● Information provided:

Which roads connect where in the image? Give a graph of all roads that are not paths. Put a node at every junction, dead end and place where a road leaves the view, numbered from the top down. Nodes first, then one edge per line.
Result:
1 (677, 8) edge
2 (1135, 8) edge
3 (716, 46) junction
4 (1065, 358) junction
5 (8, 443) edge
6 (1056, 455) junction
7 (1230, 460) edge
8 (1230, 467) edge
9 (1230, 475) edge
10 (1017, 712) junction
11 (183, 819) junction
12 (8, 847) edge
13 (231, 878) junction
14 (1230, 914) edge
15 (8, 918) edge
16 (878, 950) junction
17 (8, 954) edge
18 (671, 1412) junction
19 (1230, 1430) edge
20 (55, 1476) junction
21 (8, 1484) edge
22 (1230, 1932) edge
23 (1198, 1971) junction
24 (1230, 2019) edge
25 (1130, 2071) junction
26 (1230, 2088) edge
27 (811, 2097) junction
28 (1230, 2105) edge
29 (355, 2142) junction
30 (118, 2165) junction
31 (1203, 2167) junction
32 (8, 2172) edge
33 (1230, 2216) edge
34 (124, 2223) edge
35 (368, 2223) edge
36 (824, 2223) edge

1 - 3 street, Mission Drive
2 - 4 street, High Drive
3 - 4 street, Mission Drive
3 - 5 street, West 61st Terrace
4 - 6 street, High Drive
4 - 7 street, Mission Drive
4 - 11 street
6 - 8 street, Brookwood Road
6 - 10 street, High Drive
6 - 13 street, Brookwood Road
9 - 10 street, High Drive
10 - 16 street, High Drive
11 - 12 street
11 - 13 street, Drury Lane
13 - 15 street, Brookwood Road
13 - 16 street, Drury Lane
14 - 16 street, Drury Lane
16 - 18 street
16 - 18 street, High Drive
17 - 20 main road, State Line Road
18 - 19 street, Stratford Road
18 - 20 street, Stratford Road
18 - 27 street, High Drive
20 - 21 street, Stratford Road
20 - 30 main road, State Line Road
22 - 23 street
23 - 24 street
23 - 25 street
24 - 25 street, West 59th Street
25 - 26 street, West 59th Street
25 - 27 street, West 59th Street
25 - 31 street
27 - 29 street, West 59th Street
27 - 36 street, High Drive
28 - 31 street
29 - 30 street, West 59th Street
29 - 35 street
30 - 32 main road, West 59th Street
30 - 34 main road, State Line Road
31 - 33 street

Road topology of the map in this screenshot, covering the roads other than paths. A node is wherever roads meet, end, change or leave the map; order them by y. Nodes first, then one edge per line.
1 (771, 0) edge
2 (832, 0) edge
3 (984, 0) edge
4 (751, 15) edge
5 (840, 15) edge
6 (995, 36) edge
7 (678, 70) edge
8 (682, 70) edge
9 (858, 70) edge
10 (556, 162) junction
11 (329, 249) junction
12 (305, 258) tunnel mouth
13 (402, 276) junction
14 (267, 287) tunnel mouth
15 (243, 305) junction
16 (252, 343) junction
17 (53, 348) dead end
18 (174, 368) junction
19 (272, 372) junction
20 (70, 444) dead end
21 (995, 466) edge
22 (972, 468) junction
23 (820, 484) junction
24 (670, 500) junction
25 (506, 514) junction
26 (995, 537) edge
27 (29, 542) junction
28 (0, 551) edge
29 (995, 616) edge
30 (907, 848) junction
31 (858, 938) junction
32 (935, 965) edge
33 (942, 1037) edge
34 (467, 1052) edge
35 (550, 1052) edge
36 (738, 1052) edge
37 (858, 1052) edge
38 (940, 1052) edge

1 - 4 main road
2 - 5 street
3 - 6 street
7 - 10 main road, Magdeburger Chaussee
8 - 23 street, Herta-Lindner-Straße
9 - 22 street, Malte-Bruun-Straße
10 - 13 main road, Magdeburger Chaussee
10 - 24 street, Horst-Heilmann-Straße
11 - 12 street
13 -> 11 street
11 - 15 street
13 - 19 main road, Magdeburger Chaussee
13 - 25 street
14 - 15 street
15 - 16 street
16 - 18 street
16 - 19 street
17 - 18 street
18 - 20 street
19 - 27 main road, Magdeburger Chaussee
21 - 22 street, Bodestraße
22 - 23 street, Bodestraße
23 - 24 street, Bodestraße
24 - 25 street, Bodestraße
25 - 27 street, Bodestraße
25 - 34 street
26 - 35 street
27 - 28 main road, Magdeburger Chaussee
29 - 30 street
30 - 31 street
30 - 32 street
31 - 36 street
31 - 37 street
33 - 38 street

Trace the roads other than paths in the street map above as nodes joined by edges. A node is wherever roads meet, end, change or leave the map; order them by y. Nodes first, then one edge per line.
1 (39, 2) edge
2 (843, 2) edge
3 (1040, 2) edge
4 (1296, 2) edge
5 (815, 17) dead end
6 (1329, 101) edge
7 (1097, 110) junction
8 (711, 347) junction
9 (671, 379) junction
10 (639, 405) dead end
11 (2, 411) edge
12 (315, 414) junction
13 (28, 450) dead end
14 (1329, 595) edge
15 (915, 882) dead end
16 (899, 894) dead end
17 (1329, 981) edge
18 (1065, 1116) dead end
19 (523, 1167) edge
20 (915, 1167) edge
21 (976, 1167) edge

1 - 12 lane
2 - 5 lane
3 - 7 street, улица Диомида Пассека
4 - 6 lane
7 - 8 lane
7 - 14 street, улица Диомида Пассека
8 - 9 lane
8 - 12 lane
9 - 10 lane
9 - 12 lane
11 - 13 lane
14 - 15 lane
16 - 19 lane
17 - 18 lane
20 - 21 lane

● Your objective: Print the data above exactly as it reads.

● Expected answer:
Which roads connect where in the image? Give a graph of all roads that are not paths. Put a node at every junction, dead end and place where a road leaves the view, numbered from the top down. Nodes first, then one edge per line.
Result:
1 (677, 8) edge
2 (1135, 8) edge
3 (716, 46) junction
4 (1065, 358) junction
5 (8, 443) edge
6 (1056, 455) junction
7 (1230, 460) edge
8 (1230, 467) edge
9 (1230, 475) edge
10 (1017, 712) junction
11 (183, 819) junction
12 (8, 847) edge
13 (231, 878) junction
14 (1230, 914) edge
15 (8, 918) edge
16 (878, 950) junction
17 (8, 954) edge
18 (671, 1412) junction
19 (1230, 1430) edge
20 (55, 1476) junction
21 (8, 1484) edge
22 (1230, 1932) edge
23 (1198, 1971) junction
24 (1230, 2019) edge
25 (1130, 2071) junction
26 (1230, 2088) edge
27 (811, 2097) junction
28 (1230, 2105) edge
29 (355, 2142) junction
30 (118, 2165) junction
31 (1203, 2167) junction
32 (8, 2172) edge
33 (1230, 2216) edge
34 (124, 2223) edge
35 (368, 2223) edge
36 (824, 2223) edge

1 - 3 street, Mission Drive
2 - 4 street, High Drive
3 - 4 street, Mission Drive
3 - 5 street, West 61st Terrace
4 - 6 street, High Drive
4 - 7 street, Mission Drive
4 - 11 street
6 - 8 street, Brookwood Road
6 - 10 street, High Drive
6 - 13 street, Brookwood Road
9 - 10 street, High Drive
10 - 16 street, High Drive
11 - 12 street
11 - 13 street, Drury Lane
13 - 15 street, Brookwood Road
13 - 16 street, Drury Lane
14 - 16 street, Drury Lane
16 - 18 street
16 - 18 street, High Drive
17 - 20 main road, State Line Road
18 - 19 street, Stratford Road
18 - 20 street, Stratford Road
18 - 27 street, High Drive
20 - 21 street, Stratford Road
20 - 30 main road, State Line Road
22 - 23 street
23 - 24 street
23 - 25 street
24 - 25 street, West 59th Street
25 - 26 street, West 59th Street
25 - 27 street, West 59th Street
25 - 31 street
27 - 29 street, West 59th Street
27 - 36 street, High Drive
28 - 31 street
29 - 30 street, West 59th Street
29 - 35 street
30 - 32 main road, West 59th Street
30 - 34 main road, State Line Road
31 - 33 street

Road topology of the map in this screenshot, covering the roads other than paths. A node is wherever roads meet, end, change or leave the map; order them by y. Nodes first, then one edge per line.
1 (771, 0) edge
2 (832, 0) edge
3 (984, 0) edge
4 (751, 15) edge
5 (840, 15) edge
6 (995, 36) edge
7 (678, 70) edge
8 (682, 70) edge
9 (858, 70) edge
10 (556, 162) junction
11 (329, 249) junction
12 (305, 258) tunnel mouth
13 (402, 276) junction
14 (267, 287) tunnel mouth
15 (243, 305) junction
16 (252, 343) junction
17 (53, 348) dead end
18 (174, 368) junction
19 (272, 372) junction
20 (70, 444) dead end
21 (995, 466) edge
22 (972, 468) junction
23 (820, 484) junction
24 (670, 500) junction
25 (506, 514) junction
26 (995, 537) edge
27 (29, 542) junction
28 (0, 551) edge
29 (995, 616) edge
30 (907, 848) junction
31 (858, 938) junction
32 (935, 965) edge
33 (942, 1037) edge
34 (467, 1052) edge
35 (550, 1052) edge
36 (738, 1052) edge
37 (858, 1052) edge
38 (940, 1052) edge

1 - 4 main road
2 - 5 street
3 - 6 street
7 - 10 main road, Magdeburger Chaussee
8 - 23 street, Herta-Lindner-Straße
9 - 22 street, Malte-Bruun-Straße
10 - 13 main road, Magdeburger Chaussee
10 - 24 street, Horst-Heilmann-Straße
11 - 12 street
13 -> 11 street
11 - 15 street
13 - 19 main road, Magdeburger Chaussee
13 - 25 street
14 - 15 street
15 - 16 street
16 - 18 street
16 - 19 street
17 - 18 street
18 - 20 street
19 - 27 main road, Magdeburger Chaussee
21 - 22 street, Bodestraße
22 - 23 street, Bodestraße
23 - 24 street, Bodestraße
24 - 25 street, Bodestraße
25 - 27 street, Bodestraße
25 - 34 street
26 - 35 street
27 - 28 main road, Magdeburger Chaussee
29 - 30 street
30 - 31 street
30 - 32 street
31 - 36 street
31 - 37 street
33 - 38 street

Trace the roads other than paths in the street map above as nodes joined by edges. A node is wherever roads meet, end, change or leave the map; order them by y. Nodes first, then one edge per line.
1 (39, 2) edge
2 (843, 2) edge
3 (1040, 2) edge
4 (1296, 2) edge
5 (815, 17) dead end
6 (1329, 101) edge
7 (1097, 110) junction
8 (711, 347) junction
9 (671, 379) junction
10 (639, 405) dead end
11 (2, 411) edge
12 (315, 414) junction
13 (28, 450) dead end
14 (1329, 595) edge
15 (915, 882) dead end
16 (899, 894) dead end
17 (1329, 981) edge
18 (1065, 1116) dead end
19 (523, 1167) edge
20 (915, 1167) edge
21 (976, 1167) edge

1 - 12 lane
2 - 5 lane
3 - 7 street, улица Диомида Пассека
4 - 6 lane
7 - 8 lane
7 - 14 street, улица Диомида Пассека
8 - 9 lane
8 - 12 lane
9 - 10 lane
9 - 12 lane
11 - 13 lane
14 - 15 lane
16 - 19 lane
17 - 18 lane
20 - 21 lane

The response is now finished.